Van Wymersch said that after talking to eye-witnesses, police believed two men were involved, one who left the scene at the wheel of a car and was in police custody and one who escaped on foot and who had not yet been identified. Detectives were working on camera footage in and outside the museum for further leads.

“This is an odious attack,” said premier Di Rupo. “Everything is being done… to identify and arrest its author or authors.”

A Jewish community figure, Joel Rubinfeld, told AFP it clearly “is a terrorist act” after two men were seen driving up and double-parking outside the museum.

One opened fire, allegedly shooting indiscriminately in the entrance hall and further inside before getting away.

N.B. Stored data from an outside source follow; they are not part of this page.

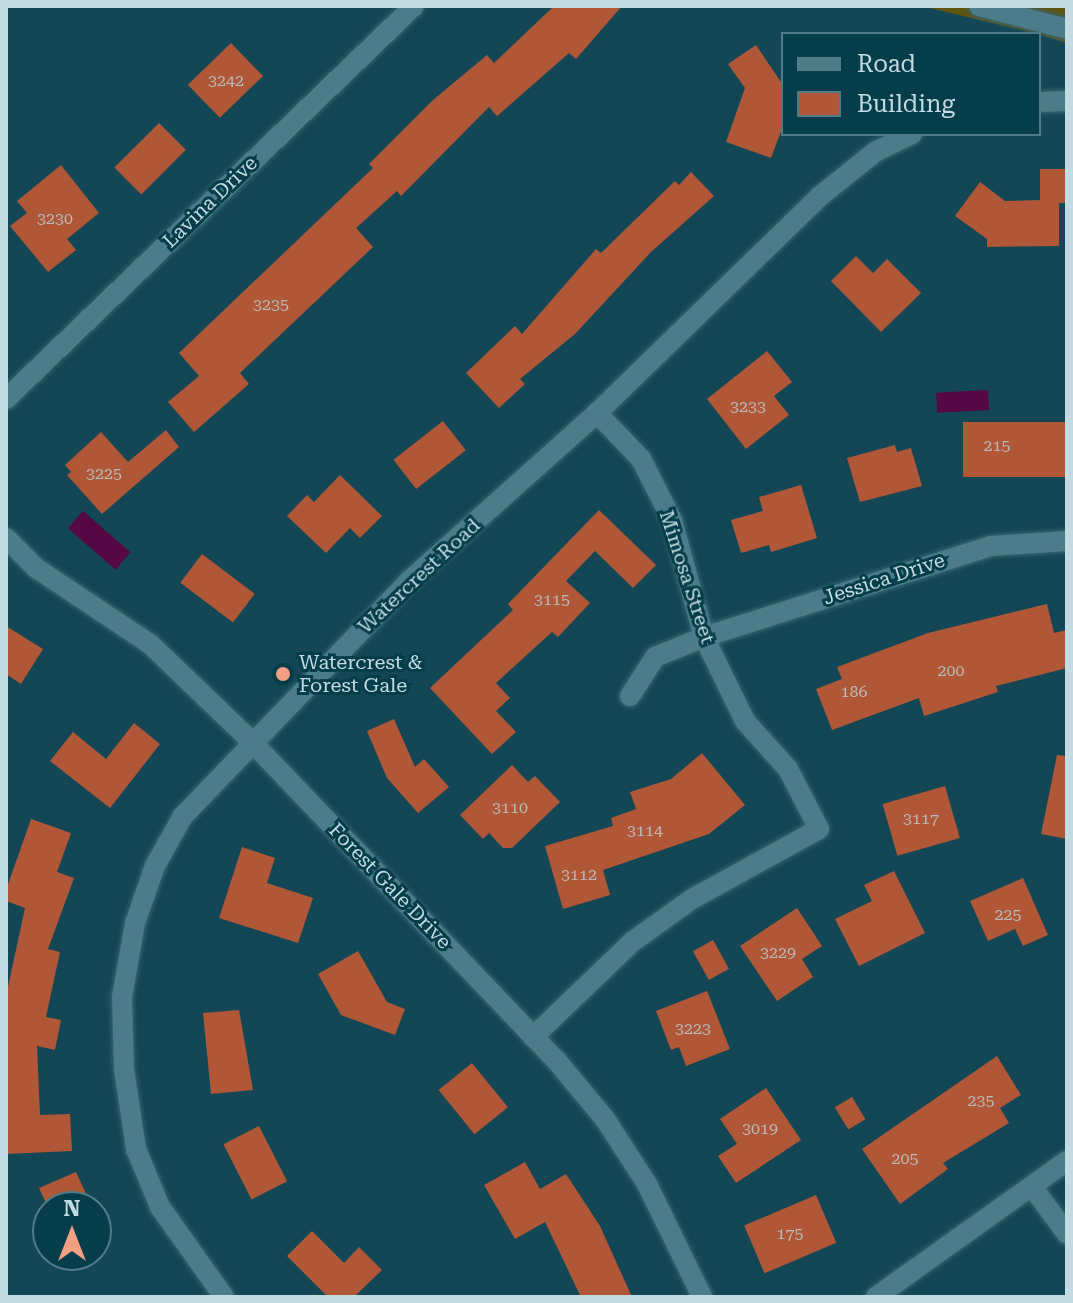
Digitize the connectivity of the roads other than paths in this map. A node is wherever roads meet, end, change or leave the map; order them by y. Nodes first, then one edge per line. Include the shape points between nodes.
1 (414, 6) edge
2 (979, 6) edge
3 (1067, 29) edge
4 (1067, 101) edge
5 (1041, 102) edge
6 (908, 136) edge
7 (6, 399) edge
8 (597, 413) junction
9 (6, 538) edge
10 (1067, 541) edge
11 (704, 637) junction
12 (630, 696) dead end
13 (251, 741) junction
14 (533, 1037) junction
15 (1067, 1161) edge
16 (1033, 1188) junction
17 (1067, 1234) edge
18 (224, 1297) edge
19 (702, 1297) edge
20 (876, 1297) edge

1 - 7 street, Lavina Drive
2 - 3 street
4 - 5 street
6 - 8 street, Watercrest Road via 875,152 819,197
8 - 11 street, Mimosa Street via 641,459 672,520
8 - 13 street, Watercrest Road via 408,582
9 - 13 street, Forest Gale Drive via 36,568 150,644
10 - 11 street, Jessica Drive via 991,546
11 - 12 street, Jessica Drive via 655,657
11 - 14 street, Mimosa Street via 745,721 788,769 819,829 692,899 632,942
13 - 14 street, Forest Gale Drive
13 - 18 street, Watercrest Road via 183,816 155,866 135,923 122,997 124,1069 136,1149 160,1207
14 - 19 street, Forest Gale Drive via 605,1119 647,1184
15 - 16 street
16 - 17 street
16 - 20 street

The area around the museum was closed off and security beefed up to maximum level across the country in places associated with the Jewish community in Belgium, Milquet said.

The shooting took place at around 4 pm (1400 GMT), with the victims shot in the face and throat.

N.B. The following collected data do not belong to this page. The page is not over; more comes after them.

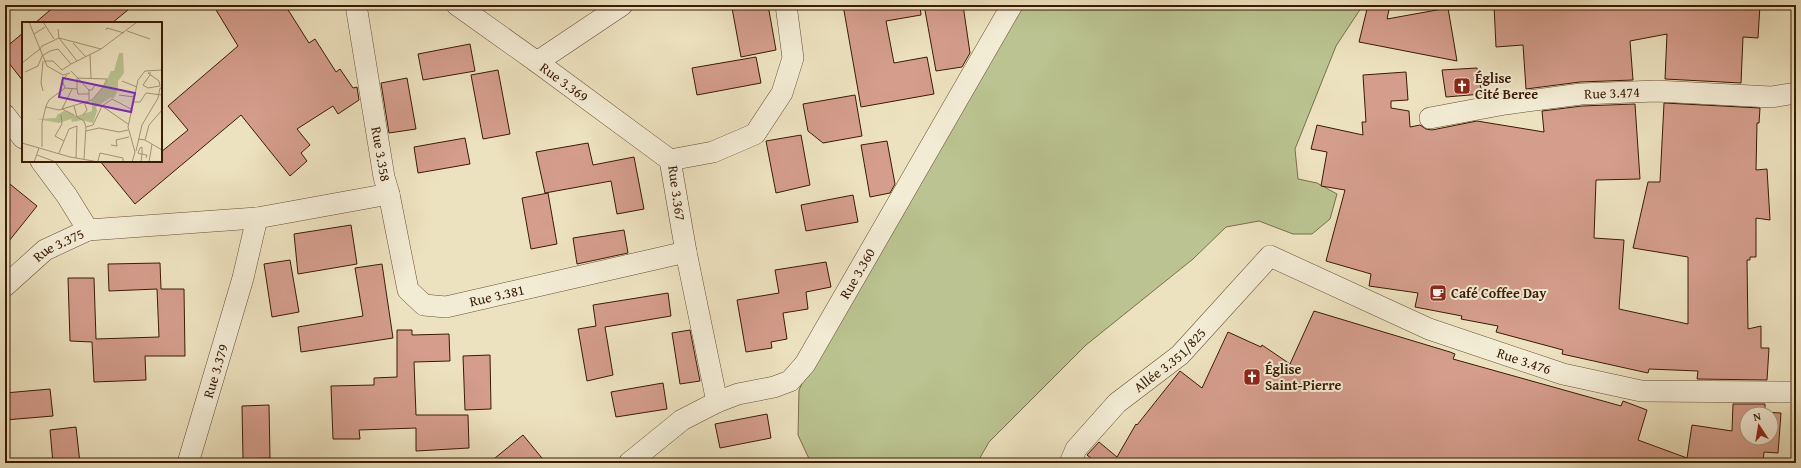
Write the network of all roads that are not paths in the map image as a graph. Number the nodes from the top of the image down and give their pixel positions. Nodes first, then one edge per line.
1 (356, 5) edge
2 (457, 5) edge
3 (622, 5) edge
4 (786, 5) edge
5 (1006, 7) edge
6 (537, 62) junction
7 (1796, 93) edge
8 (5, 115) edge
9 (1430, 118) dead end
10 (22, 137) edge
11 (670, 160) junction
12 (42, 162) edge
13 (389, 194) junction
14 (257, 218) junction
15 (88, 230) junction
16 (686, 252) junction
17 (1270, 256) joint
18 (5, 286) edge
19 (1796, 392) edge
20 (718, 402) junction
21 (188, 463) edge
22 (629, 463) edge
23 (1070, 463) edge

1 - 13 street, Rue 3.358
2 - 6 street, Rue 3.369
3 - 6 street
4 - 11 street, Rue 3.367
5 - 20 street, Rue 3.360
6 - 11 street, Rue 3.369
7 - 9 street, Rue 3.474
8 - 10 street
11 - 16 street, Rue 3.367
12 - 15 street, Rue 3.375
13 - 14 street, Rue 3.358
13 - 16 street, Rue 3.381
14 - 15 street, Rue 3.358
14 - 21 street, Rue 3.379
15 - 18 street, Rue 3.375
16 - 20 street, Rue 3.367
17 - 19 street, Rue 3.476
17 - 23 street, Allée 3.351/825
20 - 22 street, Rue 3.360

A fourth person was critically hurt and fighting to survive.

A bystander, Alain Sobotik, told AFP he saw the corpses of a young woman and a man just inside the doors of the museum. A picture shows them lying in pools of blood.

“The young woman had blood on her head. She was still holding a leaflet in her hand, she looked like a tourist,” he said.

Also at the scene shortly after the shooting was Belgian Foreign Minister Didier Reynders, who told reporters that the two other victims had been shot inside the museum. I hope we will identify those responsible very quickly,” he said.

Reynders said he had been nearby when he saw people fleeing and heard shots and rushed to help. When he saw “bodies on the ground in pools of blood” he called the 112 emergency number and rounded up eye-witnesses to assist the police.

“I am shocked by the murders committed at the Jewish museum, I am thinking of the victims I saw there and their families,” Reynders said on Twitter. While stopping short of calling it an anti-Semitic act, he said “evidently one thinks of that.”

The Jewish Museum of Belgium, which was not answering calls, is located in the heart of the Sablon district which is home to the city’s top antique dealers.

It is a popular weekend haunt for shoppers and tourists, hosting the city’s best chocolate shops and many cafes.

“Four innocent people were hurt and a deeply symbolic place was struck,” said Di Rupo. “The government expresses all its support to our country’s Jewish community.”

The attack comes on the eve of elections in Belgium for a new federal government as well as for its regional parliaments and the European Parliament.

In 1982, a gunman opened fire at the entrance of the synagogue in Brussels, wounding four people, two with serious injuries.